How to avoid recency bias

As mentioned, recency bias is perfectly normal, and as humans this behavior has had some benefits to us - providing us with knowledge of something being dangerous (a nettle leaf stings you, you won't touch it again). However, there are ways that we can plan to avoid recency bias when we are dealing with our employees and colleagues in the workplace.

1. Keep detailed records

A detailed record-keeping system gives managers something to refer to when they are dealing with an employee.

These records should include both positive and negative feedback from other employees, from managers, and even from customers.

Other records that you might want to keep include things like details of targets and KPIs, any training that has been completed, and any other details about their employment and performance.

2. Use a performance review system

Keeping all these records on paper might be a problem - it can become unmanageable when there are many employees to review.

Using some sort of HR information system (HRIS) will make this much easier, because everything will be in one place and relatively easy to access.

The HRIS can be used to collate this information, and then it can also be used to record details about performance reviews, personal detail changes, and all the other data that is used.

3. Use multiple sources of feedback

what is recency bias

Avoiding recency bias can also be achieved by getting data from other sources too.
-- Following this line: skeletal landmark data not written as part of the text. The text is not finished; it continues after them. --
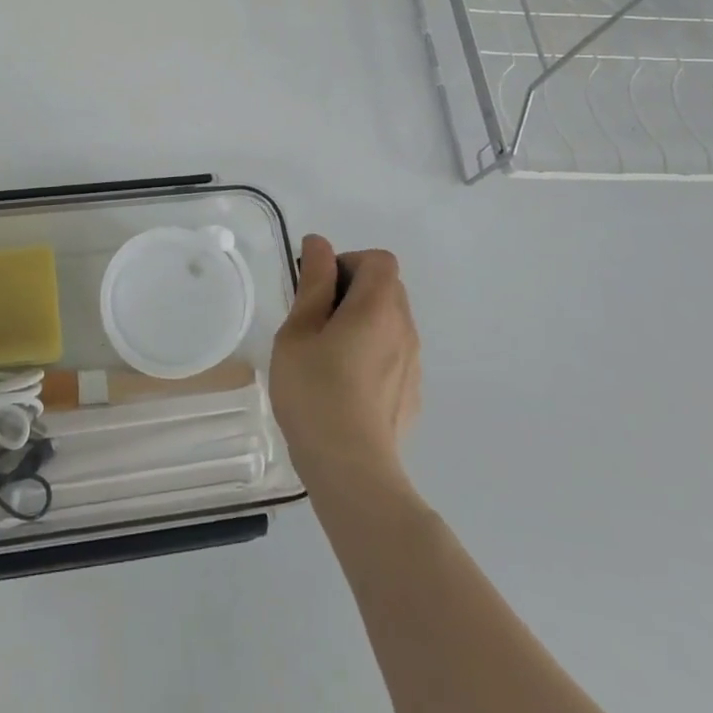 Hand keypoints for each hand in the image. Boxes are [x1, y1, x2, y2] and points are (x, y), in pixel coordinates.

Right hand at [270, 236, 421, 499]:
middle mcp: (405, 328)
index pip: (378, 260)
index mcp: (378, 307)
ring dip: (363, 323)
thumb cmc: (314, 391)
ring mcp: (413, 364)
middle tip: (316, 320)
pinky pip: (394, 355)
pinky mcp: (412, 395)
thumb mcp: (299, 330)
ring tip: (327, 355)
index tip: (319, 289)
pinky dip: (372, 353)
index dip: (348, 262)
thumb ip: (314, 283)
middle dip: (353, 290)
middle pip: (388, 288)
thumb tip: (320, 244)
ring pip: (391, 323)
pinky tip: (345, 386)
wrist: (350, 469) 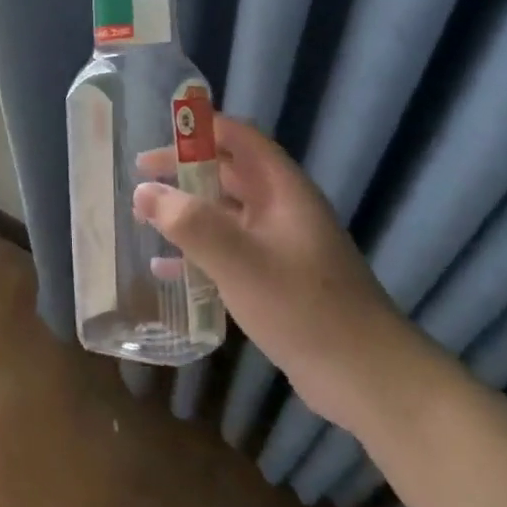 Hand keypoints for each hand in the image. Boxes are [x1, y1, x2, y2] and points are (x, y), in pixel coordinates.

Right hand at [134, 116, 416, 429]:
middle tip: (141, 180)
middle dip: (184, 172)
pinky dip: (197, 252)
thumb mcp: (239, 261)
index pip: (239, 139)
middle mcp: (282, 209)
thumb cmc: (303, 306)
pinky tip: (166, 268)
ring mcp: (280, 246)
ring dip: (187, 212)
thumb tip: (142, 191)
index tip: (159, 134)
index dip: (201, 129)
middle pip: (228, 174)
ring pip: (225, 214)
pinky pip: (228, 251)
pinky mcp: (276, 279)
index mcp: (282, 190)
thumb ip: (189, 223)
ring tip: (145, 218)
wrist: (365, 377) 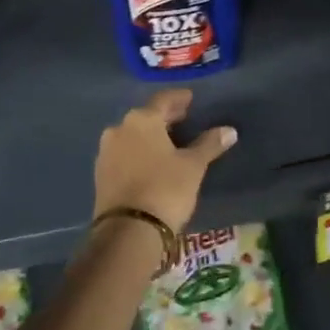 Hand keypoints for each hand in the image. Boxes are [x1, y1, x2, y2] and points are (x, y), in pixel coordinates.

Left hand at [93, 89, 236, 233]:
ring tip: (169, 142)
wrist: (128, 231)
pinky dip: (138, 153)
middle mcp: (119, 129)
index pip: (163, 100)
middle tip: (183, 118)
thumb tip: (229, 131)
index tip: (190, 99)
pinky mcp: (100, 175)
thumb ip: (209, 144)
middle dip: (165, 117)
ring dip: (150, 136)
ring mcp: (106, 152)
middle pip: (146, 116)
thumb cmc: (165, 189)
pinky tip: (151, 162)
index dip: (179, 98)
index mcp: (142, 120)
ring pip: (132, 135)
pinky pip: (124, 154)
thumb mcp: (193, 166) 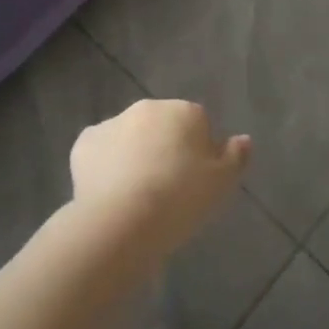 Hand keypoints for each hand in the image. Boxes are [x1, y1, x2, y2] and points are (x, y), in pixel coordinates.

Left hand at [70, 100, 250, 259]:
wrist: (122, 220)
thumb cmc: (180, 200)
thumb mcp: (221, 184)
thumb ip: (236, 157)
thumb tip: (244, 139)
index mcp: (184, 111)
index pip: (198, 124)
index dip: (198, 153)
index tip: (195, 182)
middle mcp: (148, 108)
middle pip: (162, 126)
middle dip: (165, 148)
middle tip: (167, 189)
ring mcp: (113, 122)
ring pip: (130, 136)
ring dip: (135, 154)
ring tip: (136, 196)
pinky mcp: (85, 142)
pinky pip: (101, 151)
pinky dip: (105, 165)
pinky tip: (109, 193) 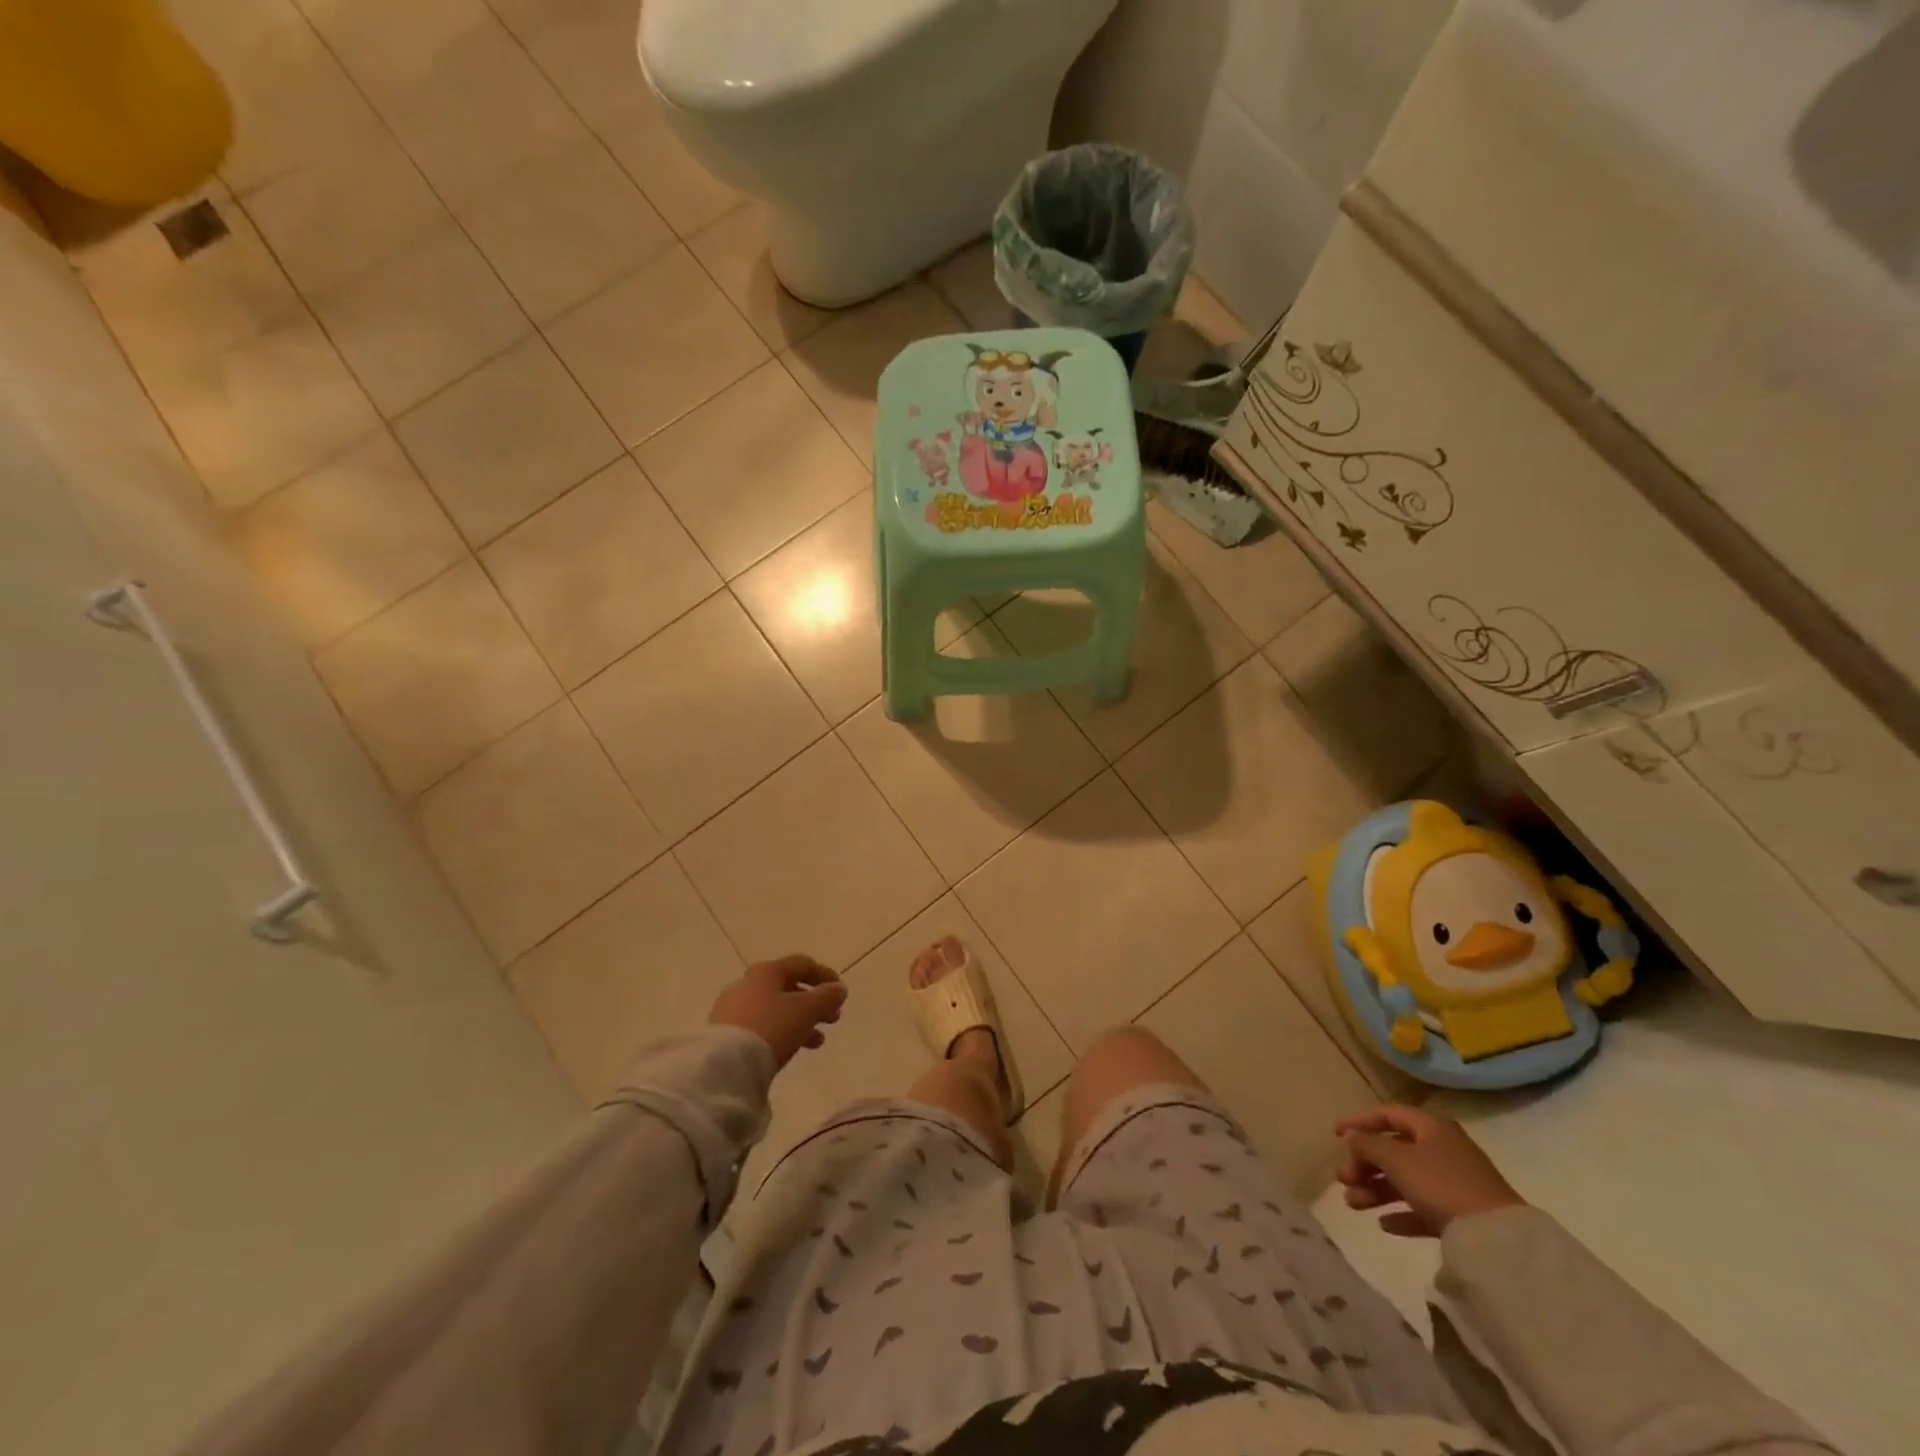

This might include facts and figures (like sales data) and subjective information from people that are involved with the employee.

360 reviews are essentially performance reviews that are completed by colleagues, peers, and even customers of the employee, giving the manager a more broad overview of the way the employee is viewed by others.

They can be particularly useful when checking to see if there are any areas where unconscious bias like recency bias might be an issue.

4. Evaluate performance based on goals

Turning what could be a subjective review into something more objective is easier if there is quantifiable data available to use - and goals or other Key Performance Indicators (KPIs) might be a good start.

With targets to achieve and other metrics to measure, any review can be boosted with objective data that shows whether an employee is performing as they are expected to, and where they are exceeding expectations.

This also shows if there are any areas where the employee might be underperforming, and these can be addressed in a multitude of ways.

5. Conduct regular check-ins

Performance reviews in particular should not just be something that is done once a year; while the period covered by the review might be 12 months, ideally you should be checking in for updates at least every quarter if not once a month.

At these meetings, goals can be set and adjusted, and any issues that might crop up in terms of short-term performance can be looked at before they become an issue.

6. Take time to reflect

Recency bias can be tied in with what is sometimes called a ‘gut reaction’, and it can make decision-making difficult.

Reacting without taking time to think about the situation can affect the way you approach a problem - and this can be hugely detrimental to building successful working relationships with employees.

One of the best things that you can do to fight against the presence of recency bias in your dealing with employees is to take some time to reflect, to make sure that you are being fair, balanced, and unbiased in your approach.

Final thoughts

As a manager, avoiding those biases that can affect your decision-making can be difficult - but first, you need to know what the bias is and why it is detrimental to your relationship building and how you deal with individuals and situations.

With recency bias in particular, the best thing that you can do to avoid ‘tunnel vision’ and focus on only the most recent events is to keep detailed records of achievements, complaints, and everything you can about an employee to had, make use of HR software to keep track, and get feedback from other sources.

Avoiding recency bias will ensure that you are able to fairly appraise your staff members, based on their long-term performance and their ability, rather than just something that they did last week.